Sunday, September 12, 2004

Before I forget

Before I forget: I must plug a certain CBC show with a certain host I love (no, Ian, Jian or Rick, but Evan this time.)

Airing on CBC Newsworld this Tuesday at 11 p.m. is a Hot Type special probing Canadian identity, TRUE CANADIANS: THE NEXT GENERATION.

From the Hot Type site:

Episode Overview

The inspiration for this special was a multiculturalism lecture by independent filmmaker Mina Shum (Double Happiness; Long Life, Happiness and Prosperity) at the University of British Columbia in June. Shum sits down with Harewood to talk about growing up in Vancouver as a “hyphenated girl,” as well as her films, which are both Chinese-Canadian and universal in that their themes include coming of age with parents who have traditional values, leaving home and dealing with inner demons. Shum also talks about the irony of her dual identities. While she looks Chinese, she’s sometimes accused of not being “Chinese enough:” she’s too loud and demonstrative, dresses inappropriately, carries herself as if she owns the place and dates outside her race. “Chinese girls don’t drink beer,” she was once told by a Chinese man she was out on a date with. When she responded that not only does she drink beer, she actually likes it, she says: “I could see him cross me off his list.”

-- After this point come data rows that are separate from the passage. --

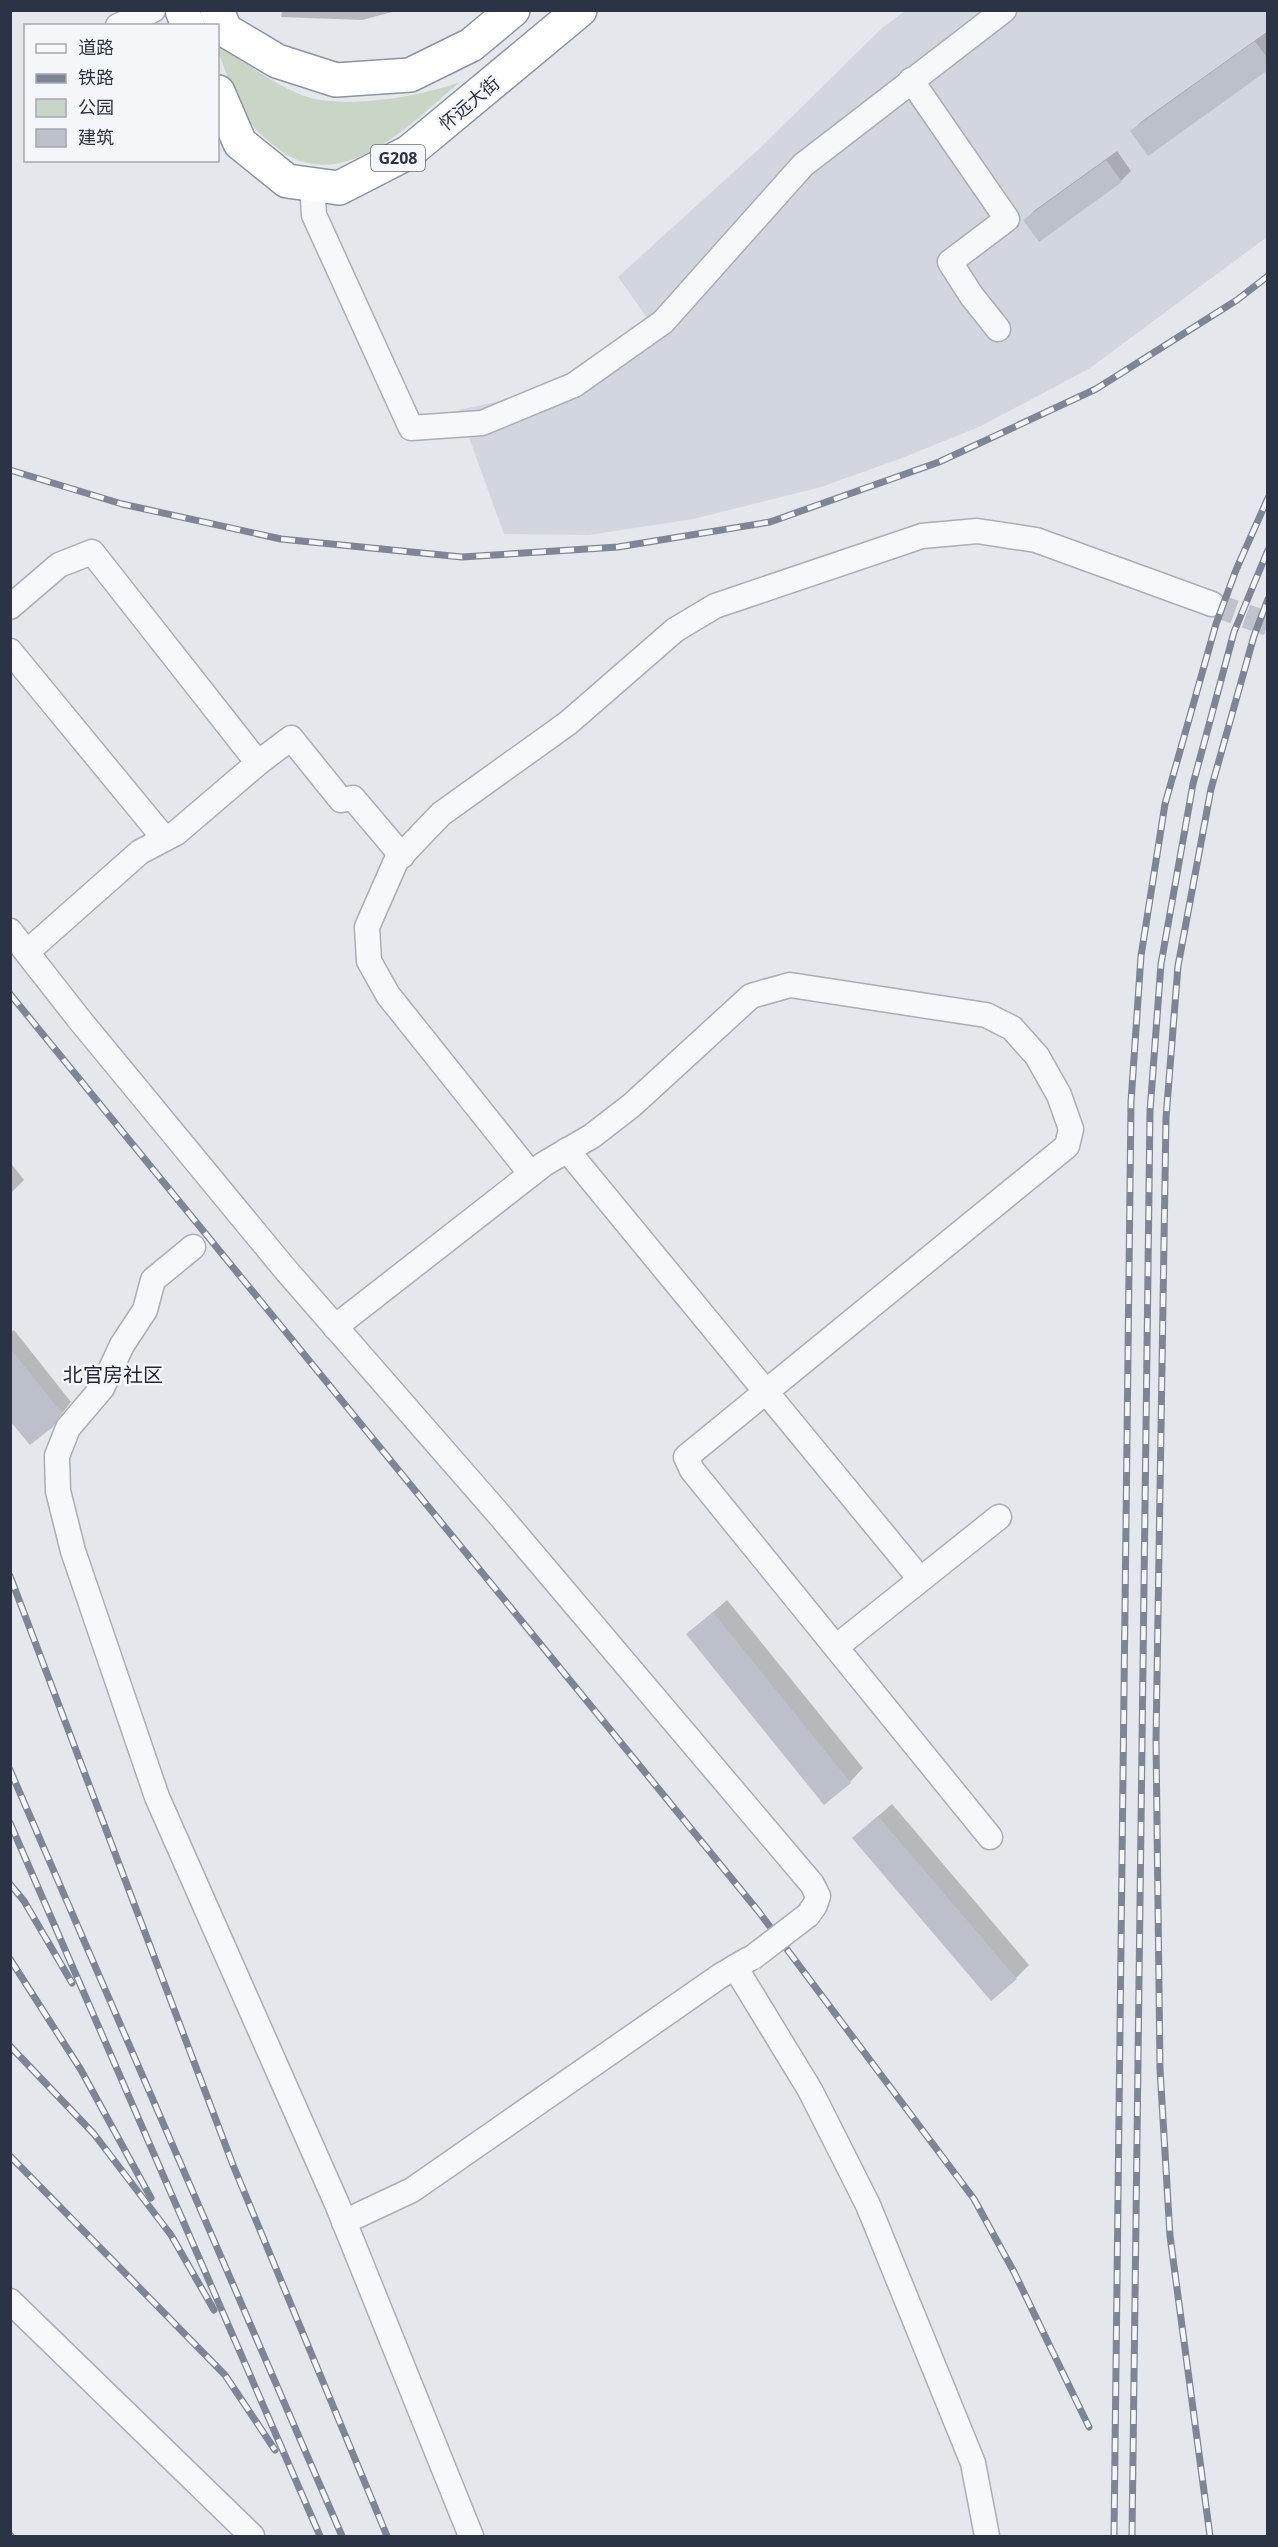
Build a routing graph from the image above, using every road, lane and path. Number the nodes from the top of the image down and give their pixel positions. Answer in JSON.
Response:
{"nodes":[{"id":1,"x":153,"y":10,"type":"edge"},
{"id":2,"x":513,"y":10,"type":"edge"},
{"id":3,"x":580,"y":10,"type":"edge"},
{"id":4,"x":1004,"y":10,"type":"edge"},
{"id":5,"x":221,"y":20,"type":"edge"},
{"id":6,"x":122,"y":24,"type":"edge"},
{"id":7,"x":911,"y":80,"type":"junction"},
{"id":8,"x":219,"y":94,"type":"edge"},
{"id":9,"x":312,"y":184,"type":"junction"},
{"id":10,"x":998,"y":329,"type":"dead end"},
{"id":11,"x":1212,"y":604,"type":"tunnel mouth"},
{"id":12,"x":10,"y":607,"type":"edge"},
{"id":13,"x":10,"y":651,"type":"edge"},
{"id":14,"x":258,"y":763,"type":"junction"},
{"id":15,"x":164,"y":838,"type":"junction"},
{"id":16,"x":402,"y":856,"type":"junction"},
{"id":17,"x":10,"y":931,"type":"edge"},
{"id":18,"x":27,"y":952,"type":"junction"},
{"id":19,"x":567,"y":1150,"type":"junction"},
{"id":20,"x":531,"y":1174,"type":"junction"},
{"id":21,"x":193,"y":1247,"type":"dead end"},
{"id":22,"x":335,"y":1326,"type":"junction"},
{"id":23,"x":765,"y":1390,"type":"junction"},
{"id":24,"x":999,"y":1517,"type":"dead end"},
{"id":25,"x":920,"y":1579,"type":"junction"},
{"id":26,"x":836,"y":1647,"type":"junction"},
{"id":27,"x":990,"y":1837,"type":"dead end"},
{"id":28,"x":743,"y":1962,"type":"junction"},
{"id":29,"x":344,"y":2222,"type":"junction"},
{"id":30,"x":10,"y":2301,"type":"edge"},
{"id":31,"x":252,"y":2536,"type":"edge"},
{"id":32,"x":471,"y":2536,"type":"edge"},
{"id":33,"x":987,"y":2536,"type":"edge"}],
"edges":[{"from":1,"to":6,"type":"street"},
{"from":2,"to":5,"type":"highway"},
{"from":3,"to":9,"type":"highway","name":"怀远大街","number":"G208"},
{"from":4,"to":7,"type":"street"},
{"from":7,"to":9,"type":"street"},
{"from":7,"to":10,"type":"street"},
{"from":8,"to":9,"type":"highway","name":"怀远大街","number":"G208"},
{"from":11,"to":16,"type":"street"},
{"from":12,"to":14,"type":"street"},
{"from":13,"to":15,"type":"street"},
{"from":14,"to":15,"type":"street"},
{"from":14,"to":16,"type":"street"},
{"from":15,"to":18,"type":"street"},
{"from":16,"to":20,"type":"street"},
{"from":17,"to":18,"type":"street"},
{"from":18,"to":22,"type":"street"},
{"from":19,"to":20,"type":"street"},
{"from":19,"to":23,"type":"street"},
{"from":19,"to":23,"type":"street"},
{"from":20,"to":22,"type":"street"},
{"from":21,"to":29,"type":"street"},
{"from":22,"to":28,"type":"street","bridge":true},
{"from":23,"to":25,"type":"street"},
{"from":23,"to":26,"type":"street"},
{"from":24,"to":25,"type":"street"},
{"from":25,"to":26,"type":"street"},
{"from":26,"to":27,"type":"street"},
{"from":28,"to":29,"type":"street"},
{"from":28,"to":33,"type":"street"},
{"from":29,"to":32,"type":"street"},
{"from":30,"to":31,"type":"street"}]}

Harewood also interviews University of Toronto professor/historian Michael Bliss, who believes one of the reasons Canada embraced multiculturalism was in reaction to the horrors of World War II and the realization that cultural tolerance and human rights must be protected in advanced societies. Author/professor Sherene Razack responds by contending that newcomers to Canada are still very much excluded, particularly economically.

Archival footage of author Neil Bissoondath, who emigrated from Trinidad when he was 18, illuminates another side of the immigrant story. He checked his national identity at the border and argues against the policy of multiculturalism. Bissoondath feels multiculturalism has set English Canada adrift because there is no set of values around which citizens can rally, leading them to ask ‘who are Canadians?’

Rounding out the picture, Harewood talks to the musicians of Vancouver group Tandava, whose members are a mix of ethnic backgrounds encompassing Irish-Czechoslovakian, Bangladeshi, Taiwanese and Jewish. They sing the praises of multiculturalism and their Canadian upbringings.


This, I think, is going to be pretty timely. Just last night I was telling my mother how difficult--though necessary--it is for me to nurture a self-concept/identity as a citizen of the world who is foremost a Canadian. The difficulty is, of course, in identifying what exactly "Canadian" is. We cannot continue to define "Canadian" in terms of what it is not.

Canadian writers, politicians and intellectuals have tried for decades to eke out a suitable, though malleable, definition (of course, "Canadian" cannot be expressed in terms of ethnicity, religion, or genealogy). But how can something be malleable without being partial, simplifying, divisive or half-truth?

I look forward to Hot Type's take on this.